* [PROBLEM DESCRIPTION]
Leave the images out. Give every line below again, precisely.

[Dataset entries]
◇ ◇ ◇

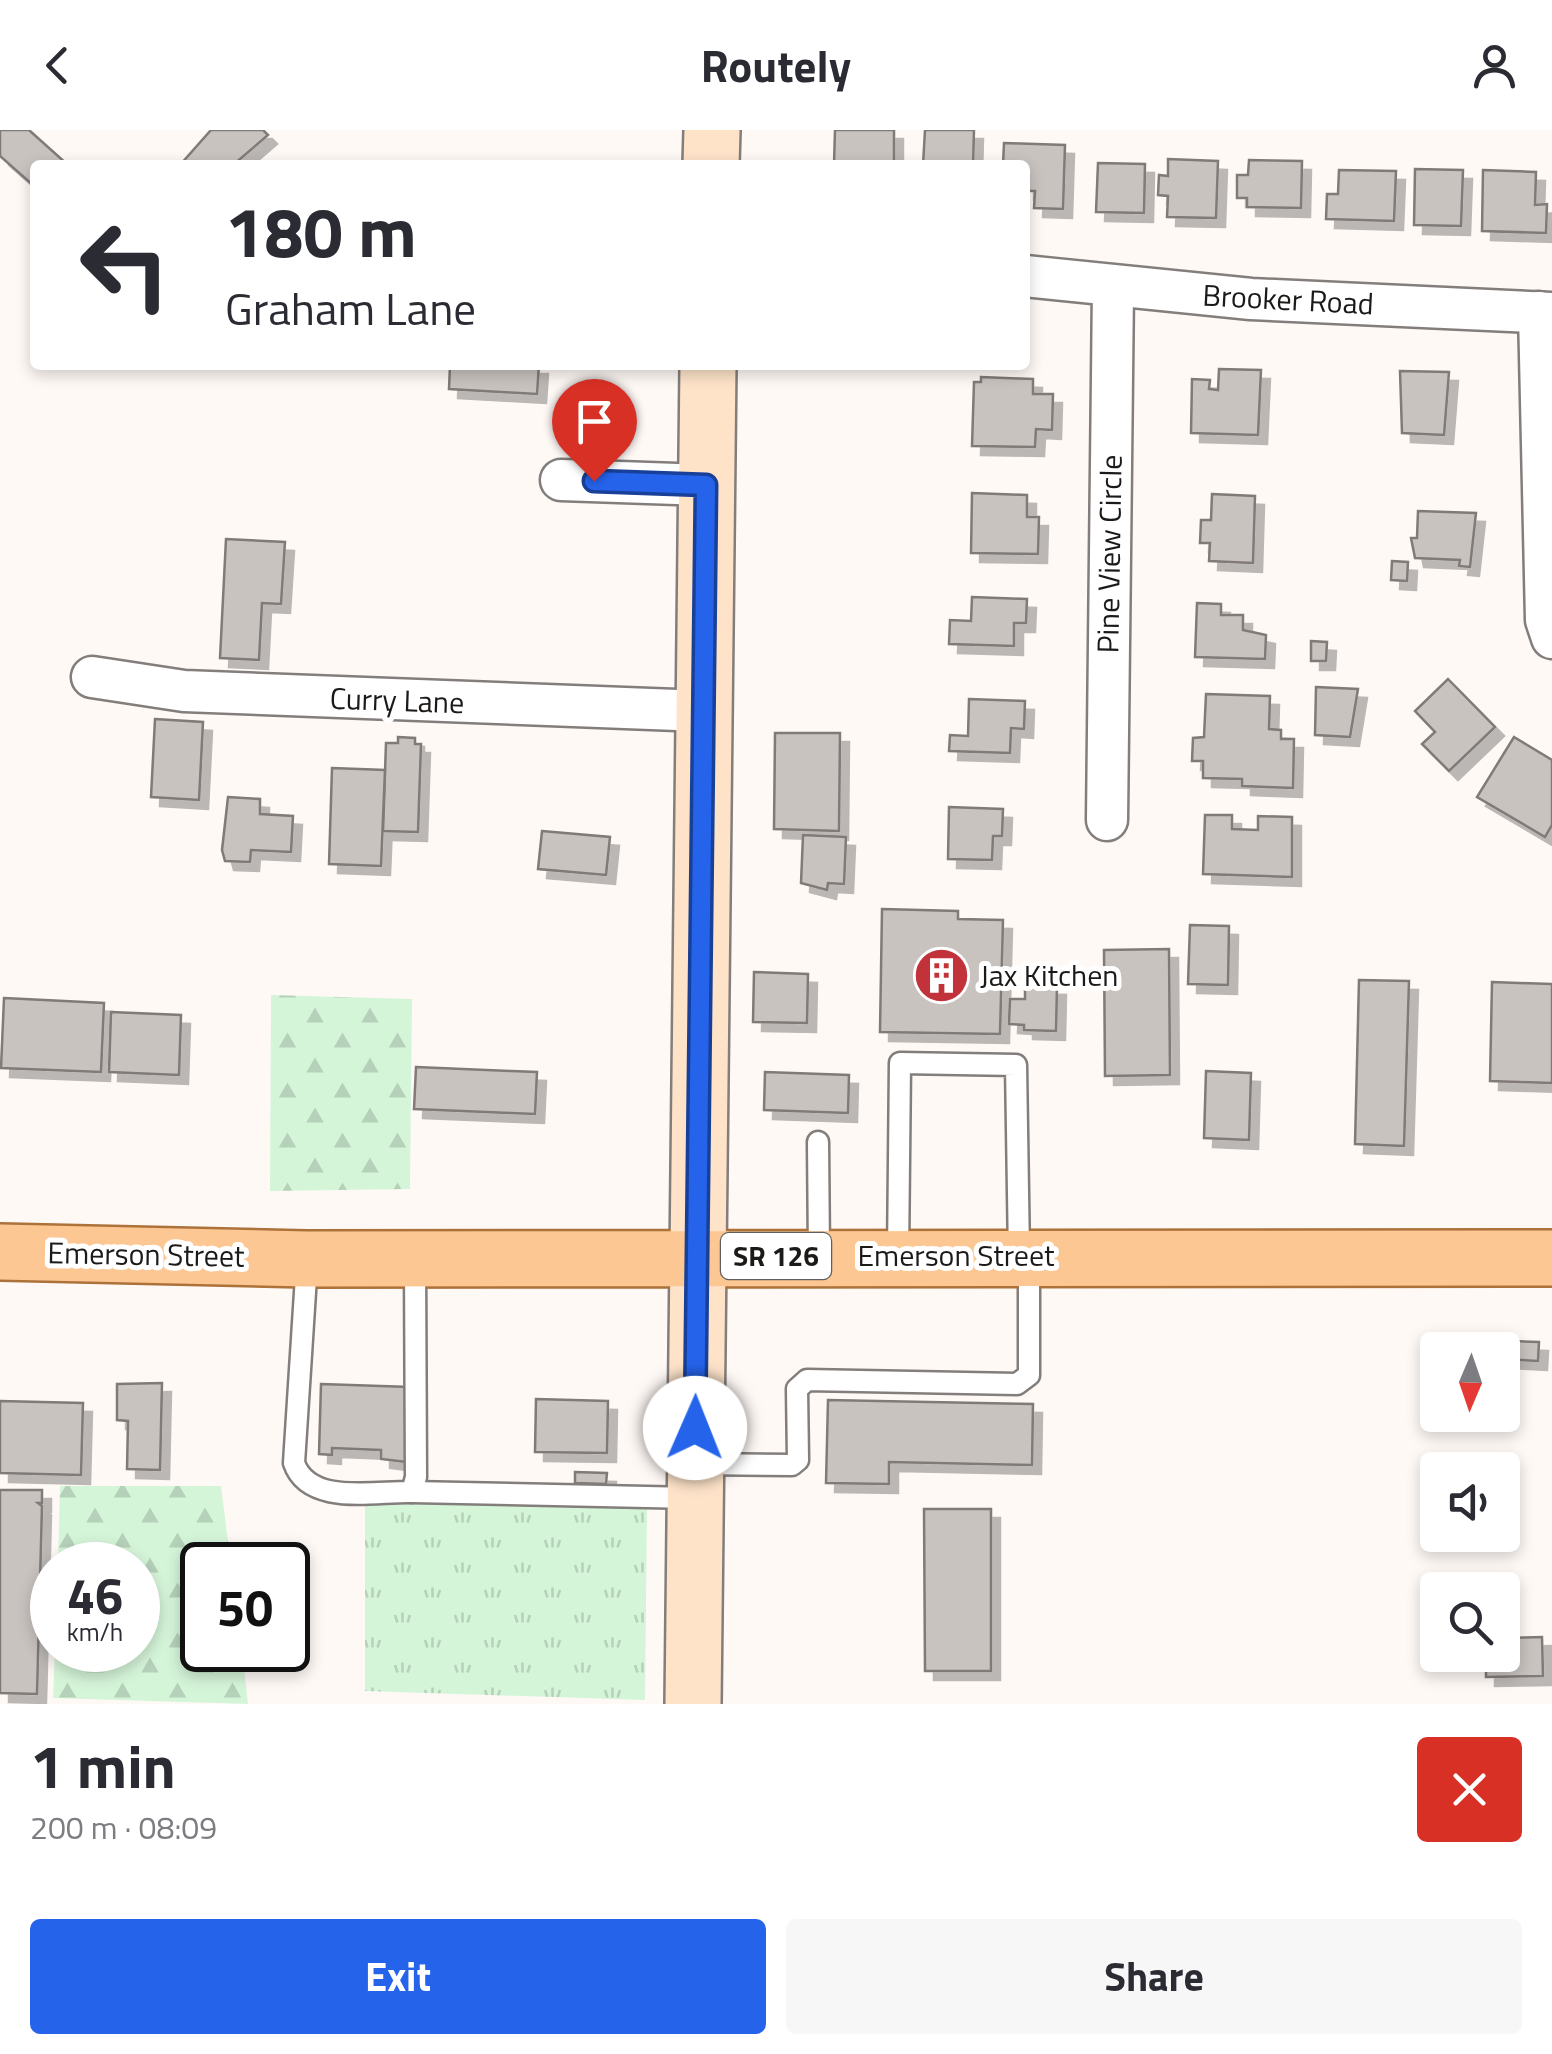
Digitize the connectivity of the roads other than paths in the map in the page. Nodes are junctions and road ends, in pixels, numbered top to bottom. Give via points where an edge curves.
1 (712, 130) edge
2 (711, 160) edge
3 (1030, 277) edge
4 (1114, 288) junction
5 (1546, 312) edge
6 (708, 370) edge
7 (562, 480) dead end
8 (706, 485) junction
9 (1552, 638) edge
10 (92, 677) dead end
11 (702, 711) junction
12 (1108, 820) dead end
13 (818, 1142) dead end
14 (0, 1252) edge
15 (698, 1256) junction
16 (818, 1256) junction
17 (898, 1256) junction
18 (1024, 1256) junction
19 (415, 1257) junction
20 (1552, 1258) edge
21 (307, 1259) junction
22 (695, 1481) junction
23 (412, 1492) junction
24 (693, 1704) edge

1 - 2 main road
3 - 4 street, Brooker Road
4 - 5 street, Brooker Road
4 - 12 street, Pine View Circle
5 - 9 street via 1546,620
6 - 8 main road
7 - 8 street
8 - 11 main road
10 - 11 street, Curry Lane via 184,691
11 - 15 main road
13 - 16 lane
14 - 21 main road, Emerson Street / SR 126
15 - 16 main road, Emerson Street / SR 126
15 - 19 main road, Emerson Street / SR 126
15 - 22 main road
16 - 17 main road, Emerson Street / SR 126
17 - 18 main road, Emerson Street / SR 126
17 - 18 lane via 900,1063 1016,1065
18 - 20 main road, Emerson Street / SR 126
18 - 22 lane via 1029,1375 1018,1384 807,1380 797,1389 798,1460 792,1466
19 - 21 main road, Emerson Street / SR 126
19 - 23 lane
21 - 23 lane via 294,1463 299,1478 315,1490
22 - 23 lane
22 - 24 main road

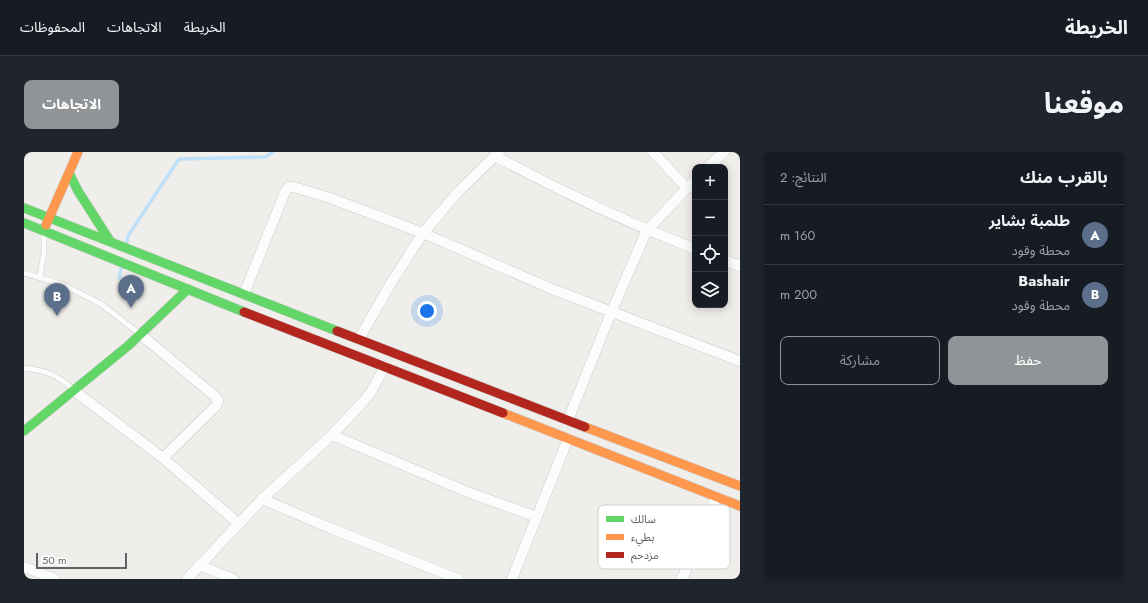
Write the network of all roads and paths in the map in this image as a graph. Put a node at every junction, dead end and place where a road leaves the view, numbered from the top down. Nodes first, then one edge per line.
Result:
1 (78, 152) edge
2 (653, 152) edge
3 (724, 152) edge
4 (497, 154) edge
5 (711, 164) edge
6 (68, 173) junction
7 (692, 183) edge
8 (687, 188) junction
9 (24, 208) edge
10 (49, 217) junction
11 (24, 223) edge
12 (647, 230) junction
13 (44, 231) junction
14 (423, 233) junction
15 (110, 241) junction
16 (692, 248) edge
17 (728, 261) edge
18 (740, 266) edge
19 (24, 273) edge
20 (40, 277) junction
21 (188, 289) junction
22 (244, 294) junction
23 (611, 313) junction
24 (141, 335) junction
25 (359, 339) junction
26 (740, 361) edge
27 (385, 366) junction
28 (24, 368) edge
29 (73, 390) junction
30 (568, 420) junction
31 (24, 431) edge
32 (332, 435) junction
33 (568, 439) junction
34 (163, 458) junction
35 (740, 486) edge
36 (716, 497) junction
37 (262, 499) junction
38 (713, 505) edge
39 (740, 506) edge
40 (537, 517) junction
41 (239, 524) junction
42 (199, 566) junction
43 (24, 567) edge
44 (55, 579) edge
45 (187, 579) edge
46 (232, 579) edge
47 (458, 579) edge
48 (512, 579) edge

1 - 6 main road
2 - 8 street
3 - 5 street
4 - 12 street
4 - 14 street
6 - 10 main road
6 - 15 main road
7 - 8 street
8 - 12 street
9 - 10 main road
10 - 13 main road
10 - 15 main road
11 - 13 main road
12 - 16 street
12 - 23 street
13 - 20 lane
13 - 21 main road
14 - 22 street
14 - 23 street
14 - 25 street
15 - 22 main road
17 - 18 street
19 - 20 lane
20 - 24 lane
21 - 24 main road
21 - 27 main road
22 - 25 main road
23 - 26 street
23 - 30 street
24 - 29 main road
24 - 34 street
25 - 30 main road
27 - 32 street
27 - 33 main road
28 - 29 lane
29 - 31 main road
29 - 34 street
30 - 35 main road
32 - 37 street
32 - 40 street
33 - 36 main road
33 - 40 street
34 - 41 street
36 - 38 street
36 - 39 main road
37 - 41 street
37 - 47 street
40 - 48 street
41 - 42 street
42 - 45 street
42 - 46 street
43 - 44 street

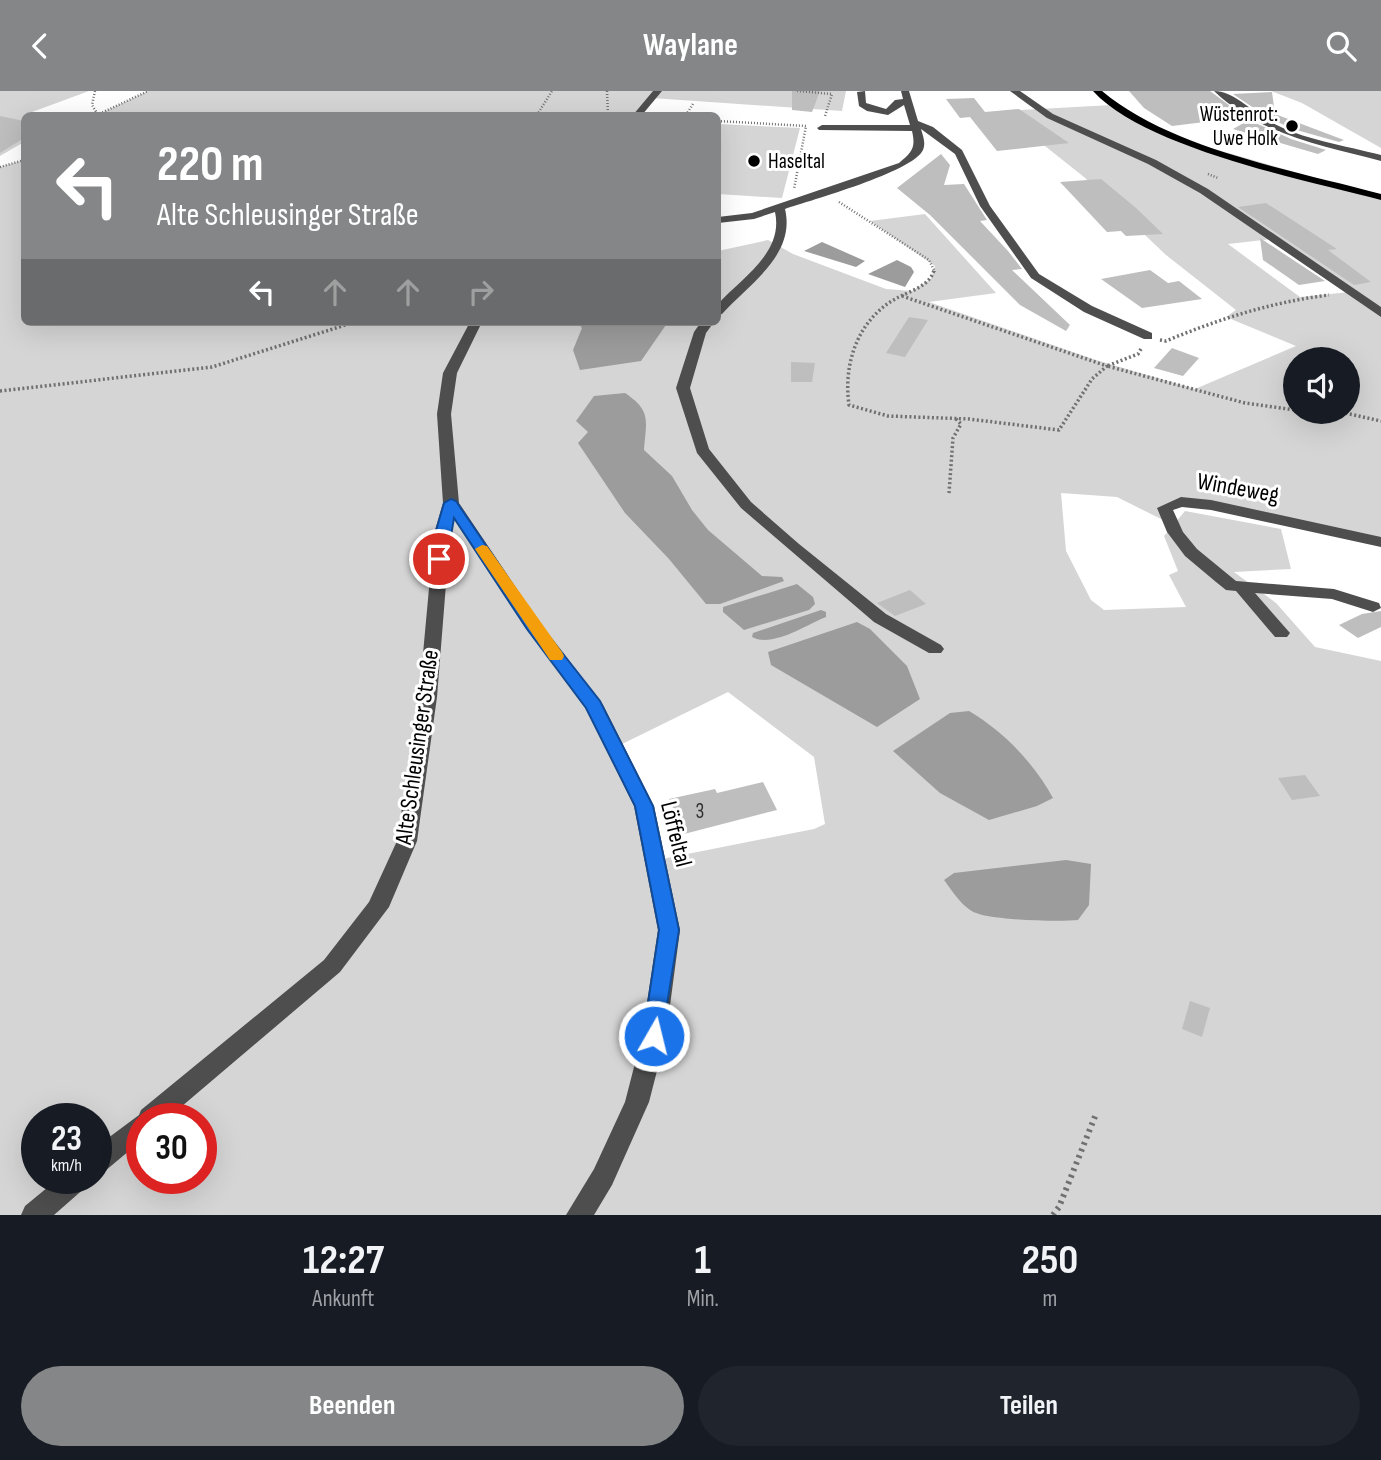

◇ ◇ ◇

* [SOLUTION FOR THIS PROBLEM]
Digitize the connectivity of the roads other than paths in the map in the page. Nodes are junctions and road ends, in pixels, numbered top to bottom. Give via points where an edge curves.
1 (712, 130) edge
2 (711, 160) edge
3 (1030, 277) edge
4 (1114, 288) junction
5 (1546, 312) edge
6 (708, 370) edge
7 (562, 480) dead end
8 (706, 485) junction
9 (1552, 638) edge
10 (92, 677) dead end
11 (702, 711) junction
12 (1108, 820) dead end
13 (818, 1142) dead end
14 (0, 1252) edge
15 (698, 1256) junction
16 (818, 1256) junction
17 (898, 1256) junction
18 (1024, 1256) junction
19 (415, 1257) junction
20 (1552, 1258) edge
21 (307, 1259) junction
22 (695, 1481) junction
23 (412, 1492) junction
24 (693, 1704) edge

1 - 2 main road
3 - 4 street, Brooker Road
4 - 5 street, Brooker Road
4 - 12 street, Pine View Circle
5 - 9 street via 1546,620
6 - 8 main road
7 - 8 street
8 - 11 main road
10 - 11 street, Curry Lane via 184,691
11 - 15 main road
13 - 16 lane
14 - 21 main road, Emerson Street / SR 126
15 - 16 main road, Emerson Street / SR 126
15 - 19 main road, Emerson Street / SR 126
15 - 22 main road
16 - 17 main road, Emerson Street / SR 126
17 - 18 main road, Emerson Street / SR 126
17 - 18 lane via 900,1063 1016,1065
18 - 20 main road, Emerson Street / SR 126
18 - 22 lane via 1029,1375 1018,1384 807,1380 797,1389 798,1460 792,1466
19 - 21 main road, Emerson Street / SR 126
19 - 23 lane
21 - 23 lane via 294,1463 299,1478 315,1490
22 - 23 lane
22 - 24 main road

Write the network of all roads and paths in the map in this image as a graph. Put a node at every junction, dead end and place where a road leaves the view, numbered from the top down. Nodes first, then one edge per line.
Result:
1 (78, 152) edge
2 (653, 152) edge
3 (724, 152) edge
4 (497, 154) edge
5 (711, 164) edge
6 (68, 173) junction
7 (692, 183) edge
8 (687, 188) junction
9 (24, 208) edge
10 (49, 217) junction
11 (24, 223) edge
12 (647, 230) junction
13 (44, 231) junction
14 (423, 233) junction
15 (110, 241) junction
16 (692, 248) edge
17 (728, 261) edge
18 (740, 266) edge
19 (24, 273) edge
20 (40, 277) junction
21 (188, 289) junction
22 (244, 294) junction
23 (611, 313) junction
24 (141, 335) junction
25 (359, 339) junction
26 (740, 361) edge
27 (385, 366) junction
28 (24, 368) edge
29 (73, 390) junction
30 (568, 420) junction
31 (24, 431) edge
32 (332, 435) junction
33 (568, 439) junction
34 (163, 458) junction
35 (740, 486) edge
36 (716, 497) junction
37 (262, 499) junction
38 (713, 505) edge
39 (740, 506) edge
40 (537, 517) junction
41 (239, 524) junction
42 (199, 566) junction
43 (24, 567) edge
44 (55, 579) edge
45 (187, 579) edge
46 (232, 579) edge
47 (458, 579) edge
48 (512, 579) edge

1 - 6 main road
2 - 8 street
3 - 5 street
4 - 12 street
4 - 14 street
6 - 10 main road
6 - 15 main road
7 - 8 street
8 - 12 street
9 - 10 main road
10 - 13 main road
10 - 15 main road
11 - 13 main road
12 - 16 street
12 - 23 street
13 - 20 lane
13 - 21 main road
14 - 22 street
14 - 23 street
14 - 25 street
15 - 22 main road
17 - 18 street
19 - 20 lane
20 - 24 lane
21 - 24 main road
21 - 27 main road
22 - 25 main road
23 - 26 street
23 - 30 street
24 - 29 main road
24 - 34 street
25 - 30 main road
27 - 32 street
27 - 33 main road
28 - 29 lane
29 - 31 main road
29 - 34 street
30 - 35 main road
32 - 37 street
32 - 40 street
33 - 36 main road
33 - 40 street
34 - 41 street
36 - 38 street
36 - 39 main road
37 - 41 street
37 - 47 street
40 - 48 street
41 - 42 street
42 - 45 street
42 - 46 street
43 - 44 street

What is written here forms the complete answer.